—Madame rentrera?
—Pour le déjeuner, sûrement, Mary.
Et, ne voulant pas être interrogée davantage, elle sortit vivement. Elle courut presque jusqu'à la station de fiacres.
—Rue de Turin... Au couvent... À la chapelle... Je vous arrêterai.
Il était presque huit heures quand elle y arriva. Elle pensait entrer directement dans le couvent par la petite porte qui donnait sur les cours, et monter aussitôt chez l'abbé Huguet. Mais le fiacre s'arrêta devant la chapelle: les portes en étaient ouvertes, des lumières de cierges brûlaient au fond du chœur. L'appréhension des aveux et aussi une reprise de piété la jetèrent dans la chapelle. Tout de suite, elle s'y sentit plus à l'aise, sous cette demi-obscurité fraîche. Derrière des bancs vides d'élèves, quelques chaises, quelques prie-Dieu, vides aussi, attendaient les fidèles... Julie s'agenouilla.
Dans son désespoir, y avait-il place pour une consolation? Oui! c'était une consolation, ce droit reconquis à entrer là, à y prier. Elle n'y venait plus, comme trois ans passés, avec l'appréhension encore délicieuse de la faute. Aujourd'hui, elle avait péché, péché des mois et des années, et voici que son péché même l'abandonnait. Jamais elle ne le commettrait plus; une main providentielle la restituait à la chasteté désespérée.
«Mon Dieu... ayez pitié!»
Un bruit sourd de piétinements légers parvenait jusqu'à elle. Elle le reconnaissait; il réveillait au fond d'elle-même les vieux échos. C'était l'heure de la messe: Julie vit la converse allumer les cierges et préparer l'autel, la même qui, trois ans plus tôt... Oh! ce passé! Cette station dans l'église! Tout cela lui remontait au cœur, à présent! Entre la prière éplorée de ce jour-là et la prière désolée de celui-ci, l'histoire brève et infinie de son amour, tout entière avait tenu!
Maintenant, les élèves entraient, une à une... Elles entraient, souvent continuant à leurs premiers pas le chuchotement de la conversation commencée dans les corridors: une génuflexion d'automate les ployait devant le milieu du chœur, et, subitement recueillies, elles garnissaient les bancs avec ordre... Toutes furent placées bientôt, et, sur un battement de claquoir, agenouillées. Julie les regardait, des dos amincis de fillettes, vêtues, sans grâce, d'une pèlerine noire qu'un ruban de faille bleue, pour quelques-unes, barrait en forme de V. «J'ai été de ces petites, de celles qui sont à genoux là-bas, tout près du chœur... Puis voici ma place, au milieu, à la hauteur de la chaire, quand j'étais parmi les moyennes, quand j'ai fait ma première communion... Voici la dernière que j'ai occupée, là, où s'agenouille cette grande brune.» Il lui sembla que ces divisions méthodiques de la chapelle symbolisaient pour elle les saisons de la vie. Le printemps était mort, puis l'été; l'automne s'achevait. Et c'était aujourd'hui le dernier jour de l'arrière-saison. Loi de misère, qui des marches du chœur chasserait insensiblement ces enfants, comme elle-même, vers la porte de l'asile, vers le monde! Combien, parmi ces petites, si innocentes, regardant le tabernacle avec de pures prunelles, reviendraient un jour, à la place qu'elle occupait maintenant, pleurer leur amour mort, leur vie brisée? Oh! triste amour! triste vie!

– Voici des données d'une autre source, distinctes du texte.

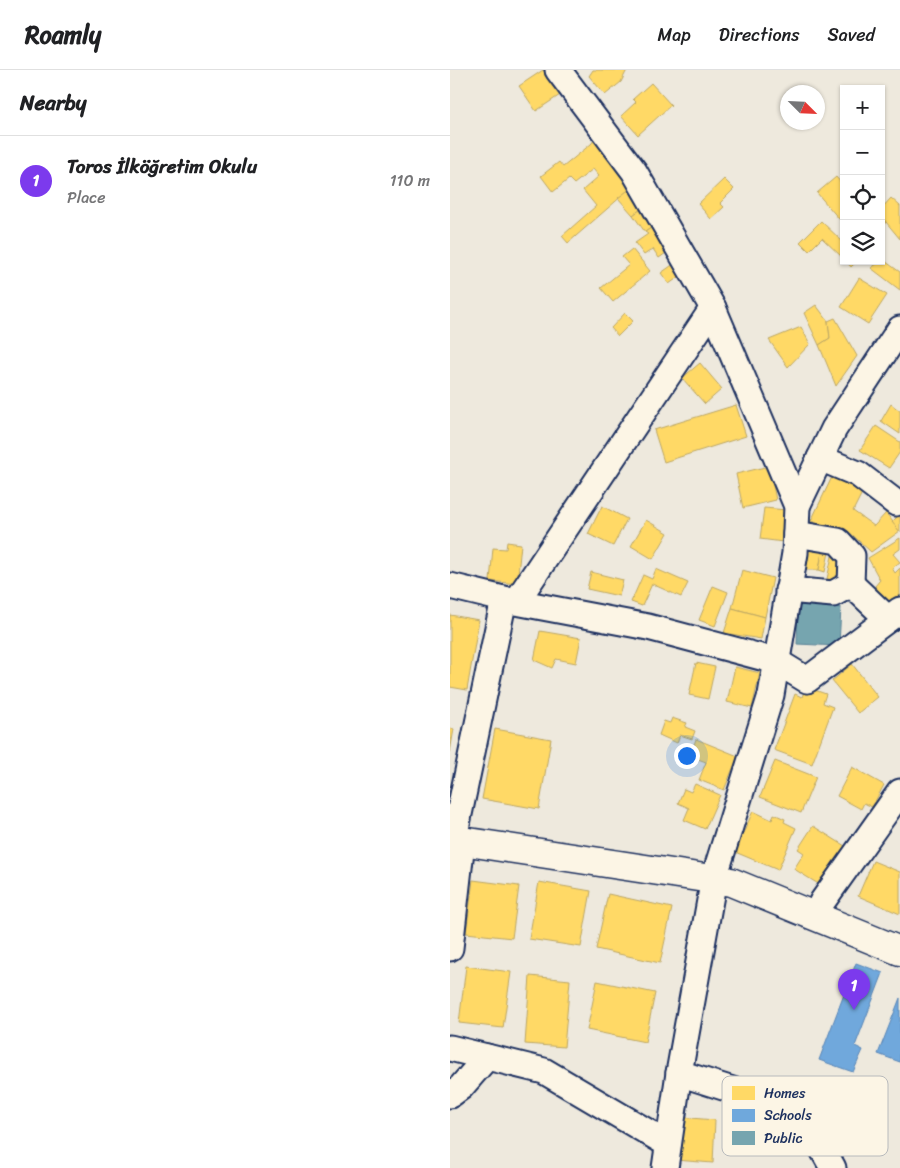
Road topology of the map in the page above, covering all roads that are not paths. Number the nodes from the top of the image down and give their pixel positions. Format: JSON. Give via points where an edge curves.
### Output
{"nodes":[{"id":1,"x":558,"y":70,"type":"edge"},
{"id":2,"x":713,"y":308,"type":"junction"},
{"id":3,"x":900,"y":329,"type":"edge"},
{"id":4,"x":820,"y":458,"type":"junction"},
{"id":5,"x":896,"y":503,"type":"dead end"},
{"id":6,"x":797,"y":506,"type":"junction"},
{"id":7,"x":796,"y":534,"type":"junction"},
{"id":8,"x":851,"y":584,"type":"junction"},
{"id":9,"x":450,"y":586,"type":"edge"},
{"id":10,"x":788,"y":590,"type":"junction"},
{"id":11,"x":510,"y":600,"type":"junction"},
{"id":12,"x":894,"y":615,"type":"edge"},
{"id":13,"x":776,"y":661,"type":"junction"},
{"id":14,"x":900,"y":792,"type":"edge"},
{"id":15,"x":455,"y":833,"type":"edge"},
{"id":16,"x":715,"y":871,"type":"junction"},
{"id":17,"x":822,"y":902,"type":"junction"},
{"id":18,"x":900,"y":932,"type":"edge"},
{"id":19,"x":450,"y":948,"type":"edge"},
{"id":20,"x":900,"y":951,"type":"edge"},
{"id":21,"x":450,"y":1048,"type":"edge"},
{"id":22,"x":487,"y":1057,"type":"junction"},
{"id":23,"x":679,"y":1073,"type":"junction"},
{"id":24,"x":722,"y":1087,"type":"edge"},
{"id":25,"x":450,"y":1094,"type":"edge"},
{"id":26,"x":667,"y":1156,"type":"edge"},
{"id":27,"x":826,"y":1156,"type":"edge"},
{"id":28,"x":833,"y":1168,"type":"edge"}],
"edges":[{"from":1,"to":2,"type":"street","via":[[634,171]]},
{"from":2,"to":6,"type":"street"},
{"from":2,"to":11,"type":"street"},
{"from":3,"to":4,"type":"street","via":[[834,429]]},
{"from":4,"to":5,"type":"street","via":[[858,474]]},
{"from":4,"to":6,"type":"street"},
{"from":6,"to":7,"type":"street"},
{"from":7,"to":8,"type":"street","via":[[838,541],[852,556]]},
{"from":7,"to":10,"type":"street"},
{"from":8,"to":10,"type":"street","via":[[833,594]]},
{"from":8,"to":12,"type":"street"},
{"from":9,"to":11,"type":"street"},
{"from":10,"to":13,"type":"street"},
{"from":11,"to":13,"type":"street","via":[[648,627]]},
{"from":11,"to":15,"type":"street"},
{"from":12,"to":13,"type":"street","via":[[807,680]]},
{"from":13,"to":16,"type":"street","via":[[771,695]]},
{"from":14,"to":17,"type":"street"},
{"from":15,"to":16,"type":"main road","via":[[474,824]]},
{"from":15,"to":19,"type":"street"},
{"from":16,"to":17,"type":"main road","via":[[736,868]]},
{"from":16,"to":20,"type":"main road","via":[[731,882]]},
{"from":16,"to":23,"type":"street"},
{"from":17,"to":18,"type":"main road"},
{"from":21,"to":22,"type":"street"},
{"from":22,"to":25,"type":"street","via":[[461,1087]]},
{"from":22,"to":26,"type":"street","via":[[544,1071]]},
{"from":23,"to":24,"type":"street"},
{"from":23,"to":26,"type":"street"},
{"from":27,"to":28,"type":"street"}]}
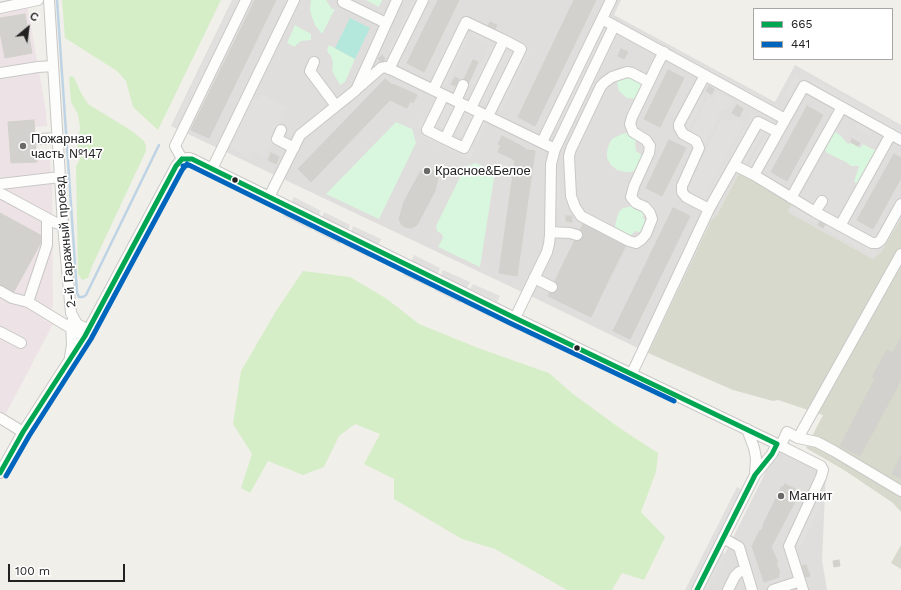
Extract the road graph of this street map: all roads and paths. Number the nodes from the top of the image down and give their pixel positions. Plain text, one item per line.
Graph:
1 (38, 0) edge
2 (49, 0) edge
3 (246, 0) edge
4 (294, 0) edge
5 (344, 0) edge
6 (397, 0) edge
7 (423, 0) edge
8 (611, 0) edge
9 (0, 8) edge
10 (602, 19) junction
11 (386, 24) junction
12 (614, 26) junction
13 (504, 40) junction
14 (664, 52) junction
15 (314, 62) dead end
16 (53, 66) junction
17 (389, 69) junction
18 (0, 73) edge
19 (705, 75) junction
20 (649, 82) junction
21 (463, 85) dead end
22 (356, 90) junction
23 (433, 90) junction
24 (444, 95) junction
25 (463, 104) junction
26 (336, 106) junction
27 (842, 107) junction
28 (485, 115) junction
29 (786, 119) junction
30 (281, 130) dead end
31 (778, 132) junction
32 (891, 134) junction
33 (58, 138) junction
34 (39, 139) dead end
35 (445, 139) junction
36 (901, 140) edge
37 (542, 142) junction
38 (294, 148) junction
39 (555, 149) junction
40 (182, 159) junction
41 (734, 164) junction
42 (212, 169) junction
43 (754, 176) junction
44 (60, 177) junction
45 (0, 184) edge
46 (0, 194) edge
47 (269, 197) junction
48 (791, 198) junction
49 (822, 201) dead end
50 (901, 204) edge
51 (709, 209) junction
52 (815, 212) junction
53 (47, 218) junction
54 (63, 225) junction
55 (840, 226) junction
56 (550, 232) junction
57 (577, 235) dead end
58 (901, 254) edge
59 (534, 278) junction
60 (552, 287) dead end
61 (0, 291) edge
62 (28, 302) junction
63 (71, 313) junction
64 (515, 318) junction
65 (71, 328) junction
66 (0, 332) edge
67 (88, 332) junction
68 (21, 343) dead end
69 (70, 360) junction
70 (632, 373) junction
71 (0, 418) edge
72 (747, 429) junction
73 (23, 432) junction
74 (798, 438) junction
75 (779, 445) junction
76 (3, 459) edge
77 (0, 473) edge
78 (755, 475) junction
79 (901, 490) edge
80 (723, 538) junction
81 (746, 570) junction
82 (800, 579) edge
83 (697, 590) edge
84 (728, 590) edge
85 (752, 590) edge
86 (772, 590) edge

1 - 9 street
2 - 16 street, 2-й Гаражный проезд
3 - 40 street
4 - 42 street
5 - 11 street
6 - 11 street
7 - 17 street
8 - 10 street
10 - 12 street
10 - 37 street
11 - 22 street
12 - 14 street
12 - 39 street
13 - 23 street
13 - 25 street
13 - 28 street
14 - 19 street
14 - 20 street
15 - 26 street
16 - 18 street
16 - 33 street, 2-й Гаражный проезд
17 - 22 street
17 - 23 street
19 - 29 street
19 - 51 street
20 - 20 street
21 - 25 street
22 - 26 street
23 - 24 street
24 - 25 street
24 - 35 street
25 - 28 street
25 - 35 street
26 - 38 street
27 - 29 street
27 - 32 street
27 - 48 street
28 - 35 street
28 - 37 street
29 - 31 street
30 - 38 street
31 - 41 street
31 - 43 street
32 - 36 street
32 - 55 street
33 - 34 street
33 - 44 street, 2-й Гаражный проезд
37 - 39 street
38 - 47 street
39 - 56 street
40 - 42 street
40 - 67 street
41 - 43 street
41 - 51 street
42 - 47 street
43 - 48 street
44 - 45 street
44 - 54 street, 2-й Гаражный проезд
46 - 53 street
47 - 64 street
48 - 52 street
49 - 52 street
50 - 55 street
51 - 70 street
52 - 55 street
53 - 54 street
53 - 62 street
54 - 63 street, 2-й Гаражный проезд
56 - 57 street
56 - 59 street
58 - 74 street
59 - 60 street
59 - 64 street
61 - 62 street
62 - 65 street
63 - 65 street
63 - 67 street, 2-й Гаражный проезд
64 - 70 street
65 - 67 street
65 - 69 street
66 - 68 street
67 - 69 street
69 - 73 street
70 - 72 street
71 - 73 street
72 - 75 street
72 - 78 street
73 - 76 street
74 - 75 street
74 - 79 street
75 - 78 street
75 - 82 street
76 - 77 street
78 - 80 street
80 - 81 street
80 - 83 street
81 - 84 street
81 - 85 street
82 - 86 street

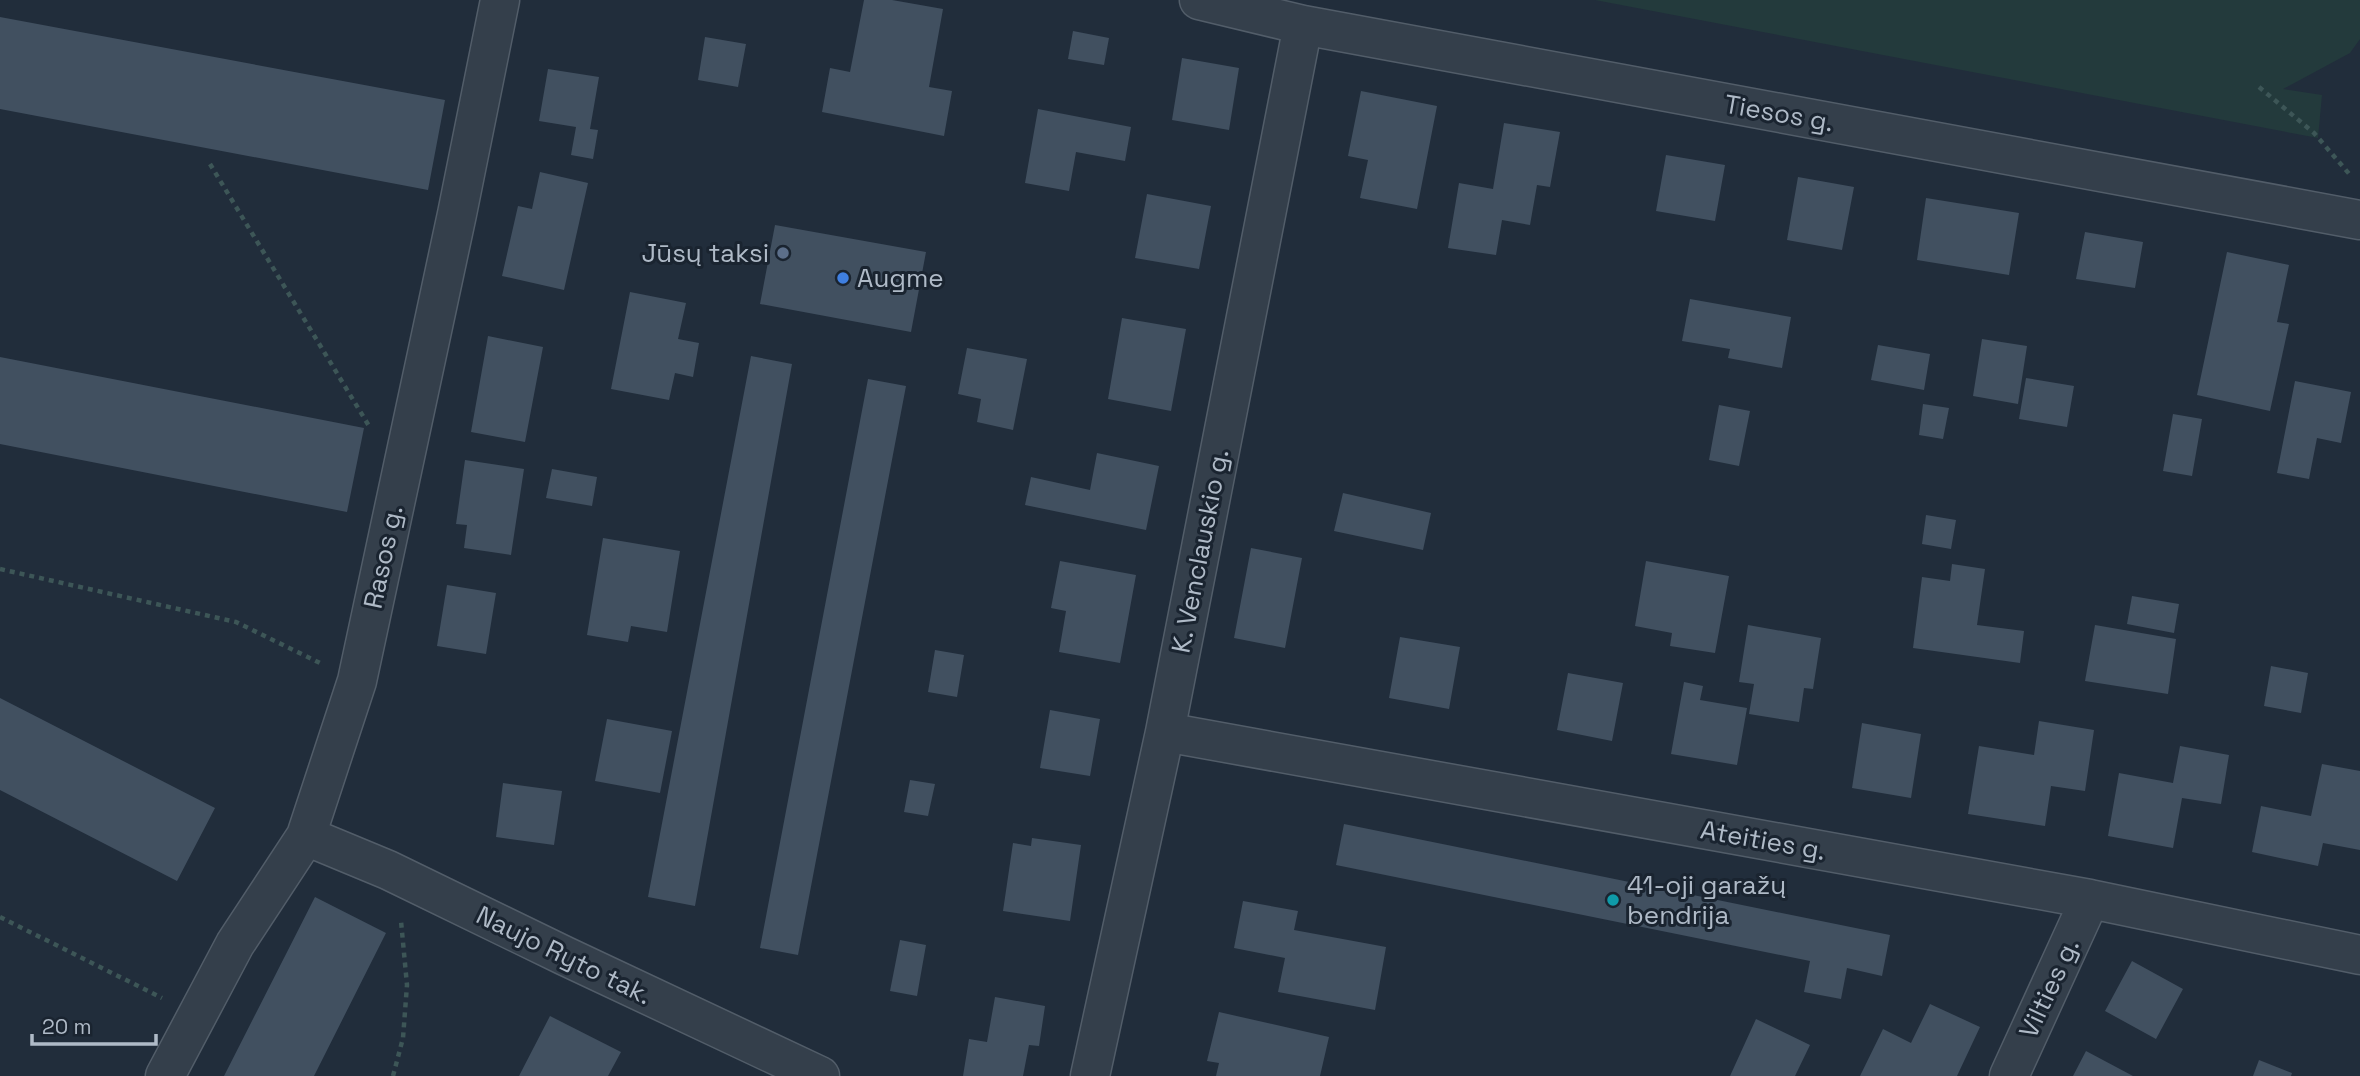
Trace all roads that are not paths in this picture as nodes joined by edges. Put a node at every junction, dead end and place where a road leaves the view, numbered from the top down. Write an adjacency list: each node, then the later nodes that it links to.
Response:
1 (500, 0): 6 (street, Rasos g.)
2 (1199, 0): 3 (street, Tiesos g.)
3 (1303, 25): 4 (street, Tiesos g.); 5 (street, K. Venclauskio g.)
4 (2360, 203)
5 (1165, 732): 7 (street, Ateities g.); 11 (street, K. Venclauskio g.)
6 (306, 836): 9 (street, Rasos g.); 10 (street, Naujo Ryto tak.)
7 (2090, 899): 8 (street, Ateities g.); 12 (street, Vilties g.)
8 (2360, 956)
9 (165, 1076)
10 (820, 1076)
11 (1090, 1076)
12 (2009, 1076)

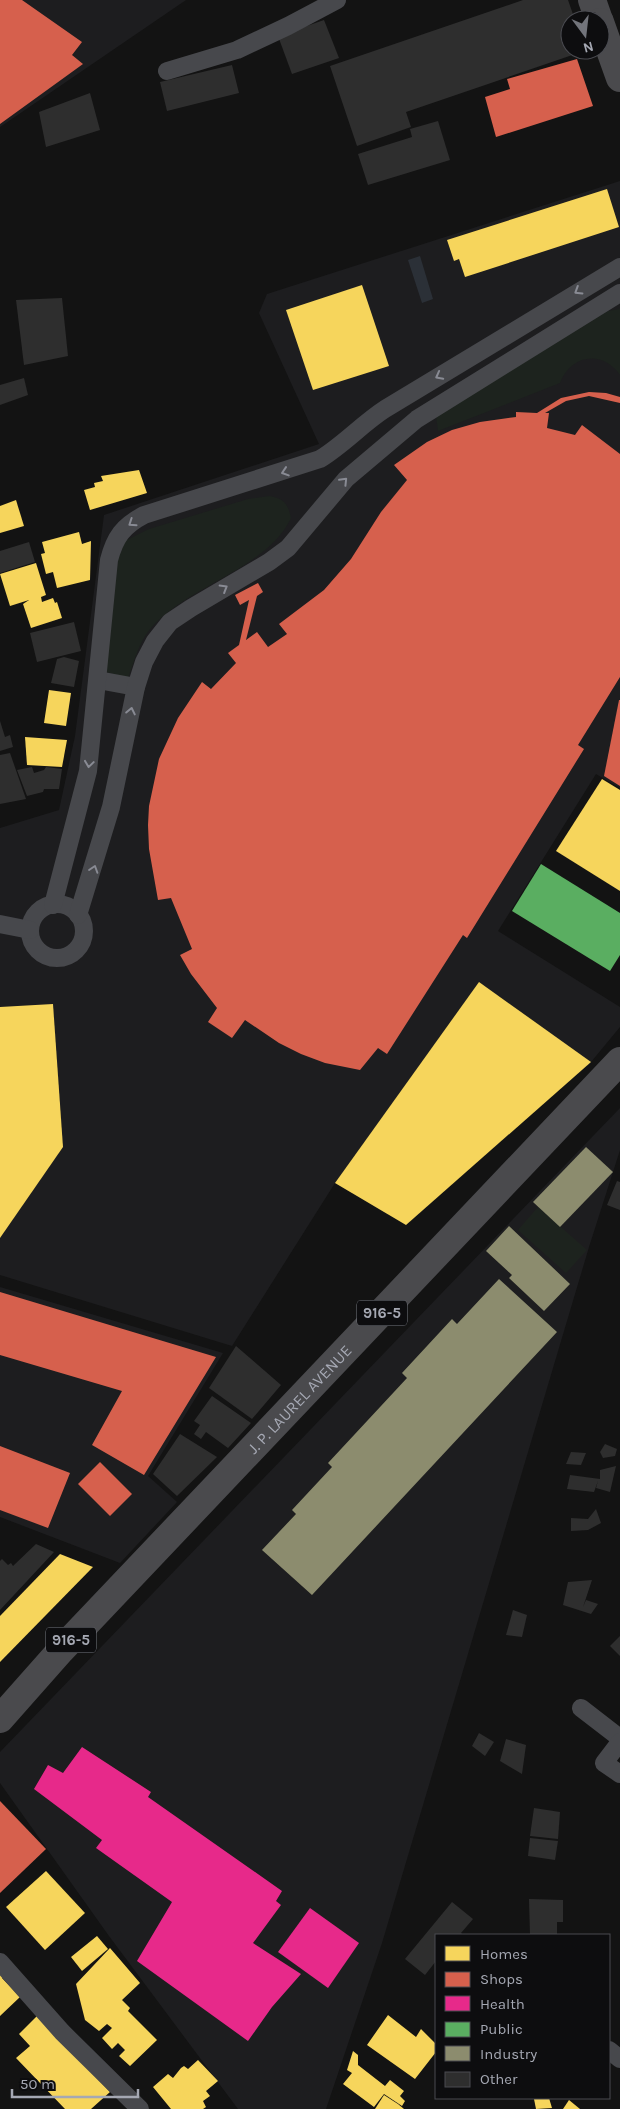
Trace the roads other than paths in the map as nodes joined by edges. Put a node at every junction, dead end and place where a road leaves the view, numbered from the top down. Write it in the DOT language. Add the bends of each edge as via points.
graph roads {
  1 [pos="337,0"];
  2 [pos="610,50"];
  3 [pos="167,72"];
  4 [pos="620,78"];
  5 [pos="620,267"];
  6 [pos="620,293"];
  7 [pos="98,680"];
  8 [pos="136,687"];
  9 [pos="53,905"];
  10 [pos="78,915"];
  11 [pos="0,924"];
  12 [pos="30,930"];
  13 [pos="620,1060"];
  14 [pos="581,1708"];
  15 [pos="0,1718"];
  16 [pos="620,1738"];
  17 [pos="620,1742"];
  18 [pos="620,1774"];
  19 [pos="0,1962"];
  20 [pos="610,2051"];
  21 [pos="620,2059"];
  22 [pos="140,2109"];
  1 -- 3 [label="street" via="244,47"];
  2 -- 4 [label="main road"];
  5 -- 7 [label="street, one-way" via="364,422 320,459 162,509 129,523 120,532 109,560"];
  8 -- 6 [label="street, one-way" via="148,655 170,622 288,548 327,498 376,451 461,390"];
  7 -- 8 [label="street"];
  7 -- 9 [label="street, one-way" via="88,771"];
  10 -- 8 [label="street, one-way" via="110,807"];
  9 -- 10 [label="street" via="62,905"];
  9 -- 12 [label="street" via="37,913"];
  10 -- 12 [label="street" via="84,929 83,936 77,949 64,957 48,957 41,953 35,947"];
  11 -- 12 [label="street"];
  13 -- 15 [label="main road, J. P. LAUREL AVENUE / 916-5"];
  14 -- 16 [label="street"];
  17 -- 18 [label="street" via="604,1763"];
  19 -- 22 [label="street" via="62,2032"];
  20 -- 21 [label="street"];
}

Sa pensée errait ainsi autour du problème de la destinée, sans le pénétrer, tandis qu'elle accomplissait machinalement les gestes de la prière; même ses lèvres inconscientes mêlèrent une voix aux voix qui chantaient des cantiques. Les pieux cantiques disaient que l'amour de Dieu est le seul refuge; ils déploraient de grands péchés, ils témoignaient de la confiance des fidèles aux divines miséricordes. Les plus petites les balbutiaient, ces paroles de pénitence, à la veille des tristes fêtes de novembre, comme aussi les grandes filles qui devinaient déjà l'amour, celles dont le cœur, peut-être, avait déjà battu pour des jeunes hommes,—comme aussi la pauvre femme que l'amour venait de rejeter, brisée, tout au seuil du temple, pénitente et pleurante.